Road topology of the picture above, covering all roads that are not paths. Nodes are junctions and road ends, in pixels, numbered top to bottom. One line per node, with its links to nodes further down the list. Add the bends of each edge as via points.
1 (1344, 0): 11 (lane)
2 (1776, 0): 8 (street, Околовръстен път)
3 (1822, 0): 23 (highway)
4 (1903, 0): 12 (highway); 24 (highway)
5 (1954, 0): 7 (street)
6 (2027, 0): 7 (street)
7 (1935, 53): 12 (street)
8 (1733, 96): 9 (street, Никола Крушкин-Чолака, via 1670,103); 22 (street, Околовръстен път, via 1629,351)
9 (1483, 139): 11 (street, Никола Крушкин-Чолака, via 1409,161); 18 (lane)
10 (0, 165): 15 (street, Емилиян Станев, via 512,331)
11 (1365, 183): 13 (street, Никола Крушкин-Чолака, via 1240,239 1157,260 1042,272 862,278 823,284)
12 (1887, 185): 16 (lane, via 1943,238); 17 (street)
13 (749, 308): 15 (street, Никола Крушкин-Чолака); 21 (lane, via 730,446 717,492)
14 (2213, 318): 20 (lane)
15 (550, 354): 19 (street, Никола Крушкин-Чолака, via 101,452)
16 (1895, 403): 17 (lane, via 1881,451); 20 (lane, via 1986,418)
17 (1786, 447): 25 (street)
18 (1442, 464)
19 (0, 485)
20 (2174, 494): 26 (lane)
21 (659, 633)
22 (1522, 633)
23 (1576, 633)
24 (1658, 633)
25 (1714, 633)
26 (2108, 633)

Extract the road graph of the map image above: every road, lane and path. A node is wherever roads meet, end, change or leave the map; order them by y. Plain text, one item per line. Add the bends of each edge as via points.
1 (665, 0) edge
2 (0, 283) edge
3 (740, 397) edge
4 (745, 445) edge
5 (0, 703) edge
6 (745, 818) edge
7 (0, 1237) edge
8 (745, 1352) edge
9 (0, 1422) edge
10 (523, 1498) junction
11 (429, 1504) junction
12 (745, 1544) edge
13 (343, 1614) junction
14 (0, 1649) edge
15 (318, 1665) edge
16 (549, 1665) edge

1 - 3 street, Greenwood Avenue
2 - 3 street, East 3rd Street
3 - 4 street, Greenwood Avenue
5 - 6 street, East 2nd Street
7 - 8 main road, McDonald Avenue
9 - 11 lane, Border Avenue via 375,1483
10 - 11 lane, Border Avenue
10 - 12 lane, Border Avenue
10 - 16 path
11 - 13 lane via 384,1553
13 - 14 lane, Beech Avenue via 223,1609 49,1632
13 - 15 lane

Task:
Give every line of the material again, exactly as it reads.

Answer area:
Road topology of the picture above, covering all roads that are not paths. Nodes are junctions and road ends, in pixels, numbered top to bottom. One line per node, with its links to nodes further down the list. Add the bends of each edge as via points.
1 (1344, 0): 11 (lane)
2 (1776, 0): 8 (street, Околовръстен път)
3 (1822, 0): 23 (highway)
4 (1903, 0): 12 (highway); 24 (highway)
5 (1954, 0): 7 (street)
6 (2027, 0): 7 (street)
7 (1935, 53): 12 (street)
8 (1733, 96): 9 (street, Никола Крушкин-Чолака, via 1670,103); 22 (street, Околовръстен път, via 1629,351)
9 (1483, 139): 11 (street, Никола Крушкин-Чолака, via 1409,161); 18 (lane)
10 (0, 165): 15 (street, Емилиян Станев, via 512,331)
11 (1365, 183): 13 (street, Никола Крушкин-Чолака, via 1240,239 1157,260 1042,272 862,278 823,284)
12 (1887, 185): 16 (lane, via 1943,238); 17 (street)
13 (749, 308): 15 (street, Никола Крушкин-Чолака); 21 (lane, via 730,446 717,492)
14 (2213, 318): 20 (lane)
15 (550, 354): 19 (street, Никола Крушкин-Чолака, via 101,452)
16 (1895, 403): 17 (lane, via 1881,451); 20 (lane, via 1986,418)
17 (1786, 447): 25 (street)
18 (1442, 464)
19 (0, 485)
20 (2174, 494): 26 (lane)
21 (659, 633)
22 (1522, 633)
23 (1576, 633)
24 (1658, 633)
25 (1714, 633)
26 (2108, 633)

Extract the road graph of the map image above: every road, lane and path. A node is wherever roads meet, end, change or leave the map; order them by y. Plain text, one item per line. Add the bends of each edge as via points.
1 (665, 0) edge
2 (0, 283) edge
3 (740, 397) edge
4 (745, 445) edge
5 (0, 703) edge
6 (745, 818) edge
7 (0, 1237) edge
8 (745, 1352) edge
9 (0, 1422) edge
10 (523, 1498) junction
11 (429, 1504) junction
12 (745, 1544) edge
13 (343, 1614) junction
14 (0, 1649) edge
15 (318, 1665) edge
16 (549, 1665) edge

1 - 3 street, Greenwood Avenue
2 - 3 street, East 3rd Street
3 - 4 street, Greenwood Avenue
5 - 6 street, East 2nd Street
7 - 8 main road, McDonald Avenue
9 - 11 lane, Border Avenue via 375,1483
10 - 11 lane, Border Avenue
10 - 12 lane, Border Avenue
10 - 16 path
11 - 13 lane via 384,1553
13 - 14 lane, Beech Avenue via 223,1609 49,1632
13 - 15 lane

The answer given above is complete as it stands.